But then in key state after key state, counts were showing very different numbers than the polls predicted; and the differentials were all in the same direction. The first shaded column in Table 1 shows the differential between the major candidates’ predicted (exit poll) percentages of the vote; the next shaded column shows the differential between their tallied percentages of the vote. The final shaded column reveals the "shift." In ten of the eleven consensus battleground states1, the tallied margin differs from the predicted margin, and in every one, the shift favors Bush.


1. These eleven states are classified as battleground states based on being on at least 2 of 3 prominent lists: Zogbys, MSNBC, and the Washington Post.

Author’s note: Given the timeliness of the subject matter, I have released this paper despite not having the opportunity to use normal academic safeguards. If you have any questions or comments, please write. Likewise, if you publish or post it to web pages, electronic bulletin boards, or other electronic archives, please let me know.

I have tried to be as rigorous as possible in my data collection, review, and analysis and I believe it compares favorably to the vast majority of commentary currently in the public domain. To hold it to an academic standard of rigor, however, requires extensive peer review; this work has barely begun to be challenged by - and improved from - this peer review process.

The media has largely ignored this discrepancy (although the Blogosphere has been abuzz), suggesting that the polls were flawed, within normal sampling error, or that it was a statistical anomaly. In this paper, I examine the likelihood of each of these assumptions:
validity of exit polls, sampling error, and the possibility of statistical anomaly.

Source of the Data

All of the 2004 exit poll data that I use here is unofficial, not meant to be released directly to the public.3 It comes from exit polls conducted for the National Election Pool, a consortium of the major television networks and the Associated Press, by two respected polling firms, Edison Media Research and Mitofsky International, whose founder Warren Mitofsky is credited with having invented the exit poll.

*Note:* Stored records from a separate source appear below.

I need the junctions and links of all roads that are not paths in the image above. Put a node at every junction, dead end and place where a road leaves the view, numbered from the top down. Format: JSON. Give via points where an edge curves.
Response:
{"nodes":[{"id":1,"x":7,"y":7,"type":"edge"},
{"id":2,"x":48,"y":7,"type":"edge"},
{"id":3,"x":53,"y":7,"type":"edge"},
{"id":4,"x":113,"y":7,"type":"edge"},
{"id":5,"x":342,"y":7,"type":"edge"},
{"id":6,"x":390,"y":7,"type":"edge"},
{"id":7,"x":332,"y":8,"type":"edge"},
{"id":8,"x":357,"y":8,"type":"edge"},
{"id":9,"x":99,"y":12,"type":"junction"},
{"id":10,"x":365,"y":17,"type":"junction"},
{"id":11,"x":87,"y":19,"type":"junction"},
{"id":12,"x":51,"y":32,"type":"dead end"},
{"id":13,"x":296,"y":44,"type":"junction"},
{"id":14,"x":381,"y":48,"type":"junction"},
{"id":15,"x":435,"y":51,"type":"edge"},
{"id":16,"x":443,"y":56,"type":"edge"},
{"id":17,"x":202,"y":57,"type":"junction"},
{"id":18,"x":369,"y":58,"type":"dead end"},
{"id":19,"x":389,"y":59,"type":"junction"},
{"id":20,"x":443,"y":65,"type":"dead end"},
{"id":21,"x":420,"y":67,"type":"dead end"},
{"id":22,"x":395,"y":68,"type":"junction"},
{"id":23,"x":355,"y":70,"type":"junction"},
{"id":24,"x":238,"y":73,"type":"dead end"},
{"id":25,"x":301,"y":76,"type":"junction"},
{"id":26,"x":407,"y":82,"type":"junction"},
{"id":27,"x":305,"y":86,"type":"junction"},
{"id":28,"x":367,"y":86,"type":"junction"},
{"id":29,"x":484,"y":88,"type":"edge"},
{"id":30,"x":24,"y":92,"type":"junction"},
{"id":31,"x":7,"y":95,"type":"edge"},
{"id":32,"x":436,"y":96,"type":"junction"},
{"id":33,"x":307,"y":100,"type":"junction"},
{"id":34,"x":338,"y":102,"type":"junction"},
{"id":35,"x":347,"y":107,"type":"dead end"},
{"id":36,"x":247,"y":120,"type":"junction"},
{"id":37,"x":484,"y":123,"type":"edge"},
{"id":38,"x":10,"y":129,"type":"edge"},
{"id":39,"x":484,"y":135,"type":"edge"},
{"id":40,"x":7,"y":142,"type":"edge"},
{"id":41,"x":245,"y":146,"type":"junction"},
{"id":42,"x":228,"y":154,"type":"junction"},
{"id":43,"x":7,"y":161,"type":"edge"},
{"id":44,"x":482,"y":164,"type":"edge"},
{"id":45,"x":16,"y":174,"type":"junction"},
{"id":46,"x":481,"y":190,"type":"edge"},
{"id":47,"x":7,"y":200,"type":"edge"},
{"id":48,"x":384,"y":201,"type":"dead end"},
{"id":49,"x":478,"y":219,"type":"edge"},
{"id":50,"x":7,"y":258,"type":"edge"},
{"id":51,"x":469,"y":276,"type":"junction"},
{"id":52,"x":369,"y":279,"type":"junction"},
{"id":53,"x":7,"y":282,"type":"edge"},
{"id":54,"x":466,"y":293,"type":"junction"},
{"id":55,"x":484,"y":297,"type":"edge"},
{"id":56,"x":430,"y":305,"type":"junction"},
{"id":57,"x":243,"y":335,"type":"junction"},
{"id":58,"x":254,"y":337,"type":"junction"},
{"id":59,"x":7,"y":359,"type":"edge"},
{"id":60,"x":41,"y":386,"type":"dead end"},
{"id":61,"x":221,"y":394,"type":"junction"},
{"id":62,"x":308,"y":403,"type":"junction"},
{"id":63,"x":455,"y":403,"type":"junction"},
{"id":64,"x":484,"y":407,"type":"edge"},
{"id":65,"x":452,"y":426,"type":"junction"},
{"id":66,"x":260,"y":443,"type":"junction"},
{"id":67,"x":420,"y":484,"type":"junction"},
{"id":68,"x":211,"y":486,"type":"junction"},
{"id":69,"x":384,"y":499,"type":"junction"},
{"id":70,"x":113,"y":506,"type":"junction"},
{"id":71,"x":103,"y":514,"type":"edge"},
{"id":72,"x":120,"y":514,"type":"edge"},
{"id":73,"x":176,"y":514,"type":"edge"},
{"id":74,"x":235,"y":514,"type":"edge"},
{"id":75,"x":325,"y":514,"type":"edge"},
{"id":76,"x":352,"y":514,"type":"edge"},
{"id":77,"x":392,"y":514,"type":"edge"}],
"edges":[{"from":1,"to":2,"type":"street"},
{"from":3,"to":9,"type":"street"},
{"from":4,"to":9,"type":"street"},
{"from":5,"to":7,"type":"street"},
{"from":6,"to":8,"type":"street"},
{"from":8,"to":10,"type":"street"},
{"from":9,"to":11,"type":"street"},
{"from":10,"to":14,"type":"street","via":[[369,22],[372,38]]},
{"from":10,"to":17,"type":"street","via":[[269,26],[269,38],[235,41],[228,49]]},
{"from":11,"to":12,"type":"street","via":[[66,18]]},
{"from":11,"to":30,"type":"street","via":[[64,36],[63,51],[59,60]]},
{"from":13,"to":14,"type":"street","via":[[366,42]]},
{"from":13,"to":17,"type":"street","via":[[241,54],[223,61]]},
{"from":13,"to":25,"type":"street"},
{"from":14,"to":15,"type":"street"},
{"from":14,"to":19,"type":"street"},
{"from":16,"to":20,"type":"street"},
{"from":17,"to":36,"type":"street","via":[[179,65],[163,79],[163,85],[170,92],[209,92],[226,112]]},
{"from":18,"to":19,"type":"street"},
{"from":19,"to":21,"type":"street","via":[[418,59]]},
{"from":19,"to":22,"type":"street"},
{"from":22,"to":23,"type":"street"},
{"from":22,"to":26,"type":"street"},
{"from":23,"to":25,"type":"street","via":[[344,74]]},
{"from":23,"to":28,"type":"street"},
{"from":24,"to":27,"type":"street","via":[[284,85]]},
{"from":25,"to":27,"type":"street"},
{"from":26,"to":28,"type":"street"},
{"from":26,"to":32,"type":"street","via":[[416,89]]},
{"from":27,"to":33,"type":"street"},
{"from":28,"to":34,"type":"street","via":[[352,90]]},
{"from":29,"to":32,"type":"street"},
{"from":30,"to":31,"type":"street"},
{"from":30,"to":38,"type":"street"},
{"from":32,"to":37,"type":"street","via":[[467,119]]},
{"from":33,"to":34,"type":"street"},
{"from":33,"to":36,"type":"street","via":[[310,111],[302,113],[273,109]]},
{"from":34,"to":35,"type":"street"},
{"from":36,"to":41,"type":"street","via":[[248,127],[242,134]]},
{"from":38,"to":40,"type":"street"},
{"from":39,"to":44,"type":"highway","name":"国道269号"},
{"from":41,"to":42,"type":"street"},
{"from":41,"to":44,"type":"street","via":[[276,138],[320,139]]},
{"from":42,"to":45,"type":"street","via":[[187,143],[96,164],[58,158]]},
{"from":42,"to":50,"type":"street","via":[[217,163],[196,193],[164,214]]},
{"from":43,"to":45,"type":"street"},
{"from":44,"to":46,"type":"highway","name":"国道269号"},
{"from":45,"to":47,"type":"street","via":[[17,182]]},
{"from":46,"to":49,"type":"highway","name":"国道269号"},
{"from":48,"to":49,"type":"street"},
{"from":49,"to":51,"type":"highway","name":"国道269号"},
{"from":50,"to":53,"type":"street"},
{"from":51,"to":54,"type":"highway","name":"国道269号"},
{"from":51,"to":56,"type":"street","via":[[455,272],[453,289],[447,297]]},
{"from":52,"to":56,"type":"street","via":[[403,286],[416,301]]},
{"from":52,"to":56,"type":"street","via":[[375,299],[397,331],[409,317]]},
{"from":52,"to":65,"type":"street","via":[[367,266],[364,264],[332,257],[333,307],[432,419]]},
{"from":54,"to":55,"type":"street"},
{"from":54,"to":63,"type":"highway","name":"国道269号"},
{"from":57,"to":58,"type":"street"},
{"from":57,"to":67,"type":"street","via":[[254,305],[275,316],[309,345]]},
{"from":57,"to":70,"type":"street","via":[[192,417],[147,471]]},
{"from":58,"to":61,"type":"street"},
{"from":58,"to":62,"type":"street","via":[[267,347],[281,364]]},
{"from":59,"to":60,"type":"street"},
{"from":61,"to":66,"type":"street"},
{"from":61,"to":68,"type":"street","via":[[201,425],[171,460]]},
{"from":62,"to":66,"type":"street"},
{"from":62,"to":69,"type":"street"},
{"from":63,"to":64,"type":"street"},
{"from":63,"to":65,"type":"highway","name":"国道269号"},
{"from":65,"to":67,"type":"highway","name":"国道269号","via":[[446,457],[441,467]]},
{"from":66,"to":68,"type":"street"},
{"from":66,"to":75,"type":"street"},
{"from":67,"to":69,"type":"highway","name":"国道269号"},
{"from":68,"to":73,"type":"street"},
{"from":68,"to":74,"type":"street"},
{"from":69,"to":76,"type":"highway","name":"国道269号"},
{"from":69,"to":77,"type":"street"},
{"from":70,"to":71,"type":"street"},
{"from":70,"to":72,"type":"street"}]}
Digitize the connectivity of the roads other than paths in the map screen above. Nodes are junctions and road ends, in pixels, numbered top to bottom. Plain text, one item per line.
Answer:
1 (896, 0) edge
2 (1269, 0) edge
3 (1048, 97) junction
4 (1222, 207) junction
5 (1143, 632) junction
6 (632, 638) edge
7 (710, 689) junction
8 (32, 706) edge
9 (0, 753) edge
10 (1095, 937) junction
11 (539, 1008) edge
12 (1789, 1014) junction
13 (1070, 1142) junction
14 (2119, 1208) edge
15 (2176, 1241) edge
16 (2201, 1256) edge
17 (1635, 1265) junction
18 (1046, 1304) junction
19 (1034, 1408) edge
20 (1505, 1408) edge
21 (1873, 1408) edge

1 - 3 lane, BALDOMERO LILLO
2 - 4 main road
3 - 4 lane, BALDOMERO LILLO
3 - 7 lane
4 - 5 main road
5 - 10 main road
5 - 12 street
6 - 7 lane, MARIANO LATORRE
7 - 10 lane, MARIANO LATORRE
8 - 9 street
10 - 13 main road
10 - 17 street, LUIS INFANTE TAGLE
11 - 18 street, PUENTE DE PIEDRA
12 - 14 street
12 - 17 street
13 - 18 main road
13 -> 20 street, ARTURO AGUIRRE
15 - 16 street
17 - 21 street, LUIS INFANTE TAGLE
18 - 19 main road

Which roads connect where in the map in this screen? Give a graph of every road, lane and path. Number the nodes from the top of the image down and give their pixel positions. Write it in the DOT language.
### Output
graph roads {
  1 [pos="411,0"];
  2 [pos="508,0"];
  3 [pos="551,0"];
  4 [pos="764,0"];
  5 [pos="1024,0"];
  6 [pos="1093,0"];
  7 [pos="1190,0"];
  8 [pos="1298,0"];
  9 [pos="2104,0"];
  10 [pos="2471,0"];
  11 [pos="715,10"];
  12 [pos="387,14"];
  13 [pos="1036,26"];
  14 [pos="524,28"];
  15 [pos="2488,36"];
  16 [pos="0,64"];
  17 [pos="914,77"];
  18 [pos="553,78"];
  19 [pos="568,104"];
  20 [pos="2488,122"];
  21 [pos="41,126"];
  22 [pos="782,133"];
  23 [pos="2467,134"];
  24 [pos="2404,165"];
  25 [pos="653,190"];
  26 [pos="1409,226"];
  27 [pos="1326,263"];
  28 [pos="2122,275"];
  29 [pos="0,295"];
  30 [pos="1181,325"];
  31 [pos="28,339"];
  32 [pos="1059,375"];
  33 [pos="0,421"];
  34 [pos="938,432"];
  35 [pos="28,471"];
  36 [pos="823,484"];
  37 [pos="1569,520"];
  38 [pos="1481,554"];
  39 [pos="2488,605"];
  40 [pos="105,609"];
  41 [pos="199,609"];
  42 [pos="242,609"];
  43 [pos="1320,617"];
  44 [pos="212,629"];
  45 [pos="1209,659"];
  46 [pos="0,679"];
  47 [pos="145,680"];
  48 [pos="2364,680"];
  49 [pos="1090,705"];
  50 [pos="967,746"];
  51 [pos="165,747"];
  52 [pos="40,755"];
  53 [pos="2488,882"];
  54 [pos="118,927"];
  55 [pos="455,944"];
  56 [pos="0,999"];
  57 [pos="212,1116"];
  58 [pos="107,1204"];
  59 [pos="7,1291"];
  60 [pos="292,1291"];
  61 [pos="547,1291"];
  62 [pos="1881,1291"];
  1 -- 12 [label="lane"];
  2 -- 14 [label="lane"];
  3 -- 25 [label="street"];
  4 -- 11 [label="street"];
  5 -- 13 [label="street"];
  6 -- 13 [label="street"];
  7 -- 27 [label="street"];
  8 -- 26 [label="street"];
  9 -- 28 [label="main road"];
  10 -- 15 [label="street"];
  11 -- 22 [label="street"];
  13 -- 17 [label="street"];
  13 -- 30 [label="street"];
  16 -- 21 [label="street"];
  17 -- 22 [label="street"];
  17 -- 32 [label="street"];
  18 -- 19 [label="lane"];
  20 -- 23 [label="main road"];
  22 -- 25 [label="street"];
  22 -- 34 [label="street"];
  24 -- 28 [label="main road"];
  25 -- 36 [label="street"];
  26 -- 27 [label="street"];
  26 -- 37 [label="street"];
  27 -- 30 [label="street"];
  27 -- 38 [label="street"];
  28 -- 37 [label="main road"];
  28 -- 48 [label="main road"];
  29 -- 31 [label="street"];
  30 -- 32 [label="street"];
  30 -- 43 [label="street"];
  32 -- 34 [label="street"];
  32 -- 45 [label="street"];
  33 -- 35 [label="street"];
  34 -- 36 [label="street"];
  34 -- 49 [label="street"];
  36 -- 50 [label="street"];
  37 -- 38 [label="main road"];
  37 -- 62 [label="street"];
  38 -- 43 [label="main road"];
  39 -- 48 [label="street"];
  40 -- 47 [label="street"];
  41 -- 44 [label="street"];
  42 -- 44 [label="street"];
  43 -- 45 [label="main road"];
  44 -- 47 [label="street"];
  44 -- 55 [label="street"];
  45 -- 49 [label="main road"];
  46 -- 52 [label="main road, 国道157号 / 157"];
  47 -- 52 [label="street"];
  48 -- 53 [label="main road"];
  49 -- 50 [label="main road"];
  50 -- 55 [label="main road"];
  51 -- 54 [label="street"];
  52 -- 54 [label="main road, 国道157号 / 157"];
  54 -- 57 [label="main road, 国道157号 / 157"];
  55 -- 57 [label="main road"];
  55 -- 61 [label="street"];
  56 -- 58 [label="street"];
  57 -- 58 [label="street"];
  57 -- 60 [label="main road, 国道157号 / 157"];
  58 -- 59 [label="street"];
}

The pollsters have taken great pains to argue that the polls were not designed to verify election results4, but rather to help subscribers explain voting patterns and as one piece of data networks could use to "call" states. The data I use for this analysis was available
apparently only because a computer glitch allowed apparently "uncalibrated" data (not yet "corrected" to conform to announced vote tallies) to remain on the CNN website until approximately 1:30 AM election night.5 At that time, CNN substituted data "corrected" to
conform to reported tallies. I have attempted to obtain the raw exit poll data from AP, Edison Media Research, Mitofsky International, and the NY Times, but have as yet received no response.6

2 Material for this chart comes from Jonathon Simon, a former exit poll analyst, who collected and tabulated data from the CNN website before the data changed. An explanation of the how the columns were derived is presented in the "Data and Statistical Analysis" section of the paper.
3 Those who purchased the information signed agreements prohibiting the
release of the data. (Martin Plissner, "In Defense of Exit Polls: You
just don’t know how to use them" Slate Thursday, Nov. 4, 2004)
4 IBID (Plissner)





On Exit Polls
Caveats aside, the data appears to be good.7 In general, we have every reason to believe that exit polls are accurate survey instruments. Exit polls are surveys taken of representative respondents from the overall voting population. Although exit polls have not been academically studied, both the logic behind them and experience suggest that we can use these surveys to predict overall results with very high degrees of certainty. It’s easy to get a statistically valid representative sample; and there is no problem with figuring out who is going to actually vote — or how they will vote.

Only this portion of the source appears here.